I've spent the last couple of days off my blog because I've been trying to parse all the information that has been coming out since the election and trying to decide how I feel about all this.

Don't get me wrong. I'm disappointed. I'm certainly worried for the future. It seems that Mr. Obama and the rest of the Democratic leadership, in spite of their word that they want to unite everyone and work toward bipartisanship, seem to be moving to the hard left. As I said in my last blog, it appears that Lieberman will be spanked for speaking out in favor of John McCain during the campaign. Also, the appointments for transitional teams do not bode well for future unity and bipartisanship -- that is unless you define bipartisan as the conservatives giving up all their beliefs and coming over to the liberal way of thinking.

Having said that, I'm happy. Why? Because I do see evidence that Obama will bring about the change we need. I doubt that it's the change he intended although it could be, since we don't really know what he actually meant when he said change, but I doubt it. The change I see is within the Republican party.

I actually see a future in the Republican party now. I fully think that the majority of the party's problem is that it had lost its way. Now I see the first light of a direction emerging, and it's a good one -- back to the conservative values that we need.

First of all, is the attempt to smear Sarah Palin. Unnamed staffers leaking stories about her and disparaging her to the media. Even CNN is saying that these stories are false. Read it here. It's fear. These people realize that they have lost and lost big. They realize that their plans have failed miserably and they're trying to put it off on one of the people who is the future of the party in an attempt to save their own skin. Thankfully people are seeing it for what it is and launching a campaign to thwart it.
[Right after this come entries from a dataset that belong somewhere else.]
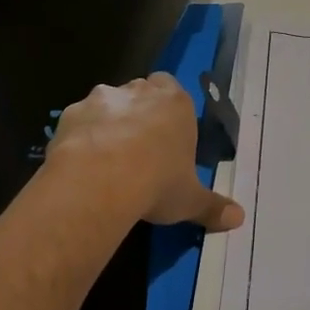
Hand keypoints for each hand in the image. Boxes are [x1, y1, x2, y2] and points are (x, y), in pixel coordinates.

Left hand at [46, 74, 244, 231]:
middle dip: (140, 112)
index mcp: (176, 103)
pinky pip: (79, 121)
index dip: (169, 110)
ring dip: (108, 122)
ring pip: (107, 103)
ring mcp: (102, 99)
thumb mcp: (190, 200)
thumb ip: (213, 207)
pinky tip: (81, 164)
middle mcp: (139, 92)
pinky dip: (81, 136)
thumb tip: (239, 219)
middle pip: (141, 92)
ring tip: (107, 158)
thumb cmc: (156, 183)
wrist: (99, 182)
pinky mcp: (70, 114)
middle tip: (140, 147)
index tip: (168, 135)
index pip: (174, 89)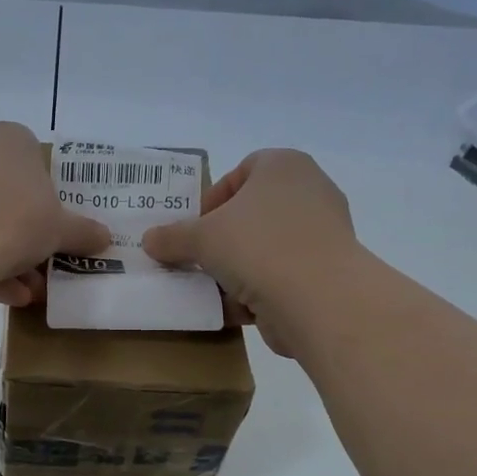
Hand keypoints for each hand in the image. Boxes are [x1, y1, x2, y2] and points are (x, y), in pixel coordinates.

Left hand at [0, 123, 108, 306]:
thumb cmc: (15, 222)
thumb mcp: (60, 230)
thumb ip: (83, 232)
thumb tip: (104, 237)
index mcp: (11, 139)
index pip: (37, 161)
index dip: (50, 197)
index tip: (56, 229)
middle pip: (10, 196)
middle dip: (28, 238)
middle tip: (44, 268)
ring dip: (8, 259)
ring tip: (26, 293)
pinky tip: (2, 295)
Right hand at [141, 149, 357, 356]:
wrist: (319, 300)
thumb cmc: (258, 247)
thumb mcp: (201, 238)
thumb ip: (172, 237)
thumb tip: (149, 240)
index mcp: (283, 166)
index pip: (242, 171)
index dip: (213, 198)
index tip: (195, 228)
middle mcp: (309, 191)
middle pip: (252, 212)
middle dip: (222, 238)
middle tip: (199, 258)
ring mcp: (323, 233)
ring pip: (266, 247)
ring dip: (237, 268)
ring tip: (212, 288)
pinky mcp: (327, 272)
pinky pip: (282, 275)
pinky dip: (259, 290)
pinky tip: (235, 308)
Michelle Malkin addresses Project Leper in detail.

I've heard interviews with defeated moderate Republican candidates who say that the problem has been that the party wasn't moderate enough. Really? You take a strategy the fell flat on its face and say that more of it would have been better?

The media are reporting the Palin smears and the words of the defeated Republicans like they're gospel. They know. Despite their best efforts, true conservatives are a threat to the leftism that they so love, and if we've learned from history, true conservatism wins.

You don't have to look far to see the future of the party. It's in Palin, Bobby Jindal, Mitt Romney, Mike Huckabee and many others.

There's an energy out there. I know I'm part of it. I've always been a conservative like many people are religious. They go to church on holidays, say an occasional prayer and even talk like Christians. I've been the same way in my conservatism. I vote conservative, I'll even talk conservative sometimes, but I haven't really gotten out there to help. Until now. Now I'm going to get involved, I'm going to work on campaigns, I'll be donating, and I know I'm not the only one.

With the appointments he's made so far, it appears that Obama will make many of the same mistakes that Bill Clinton made in his first term that brought about the Contract With America and a turnover of congress. Combine that with the conservatives of the future and you have a recipe for success.

Hang on. The change we need is coming.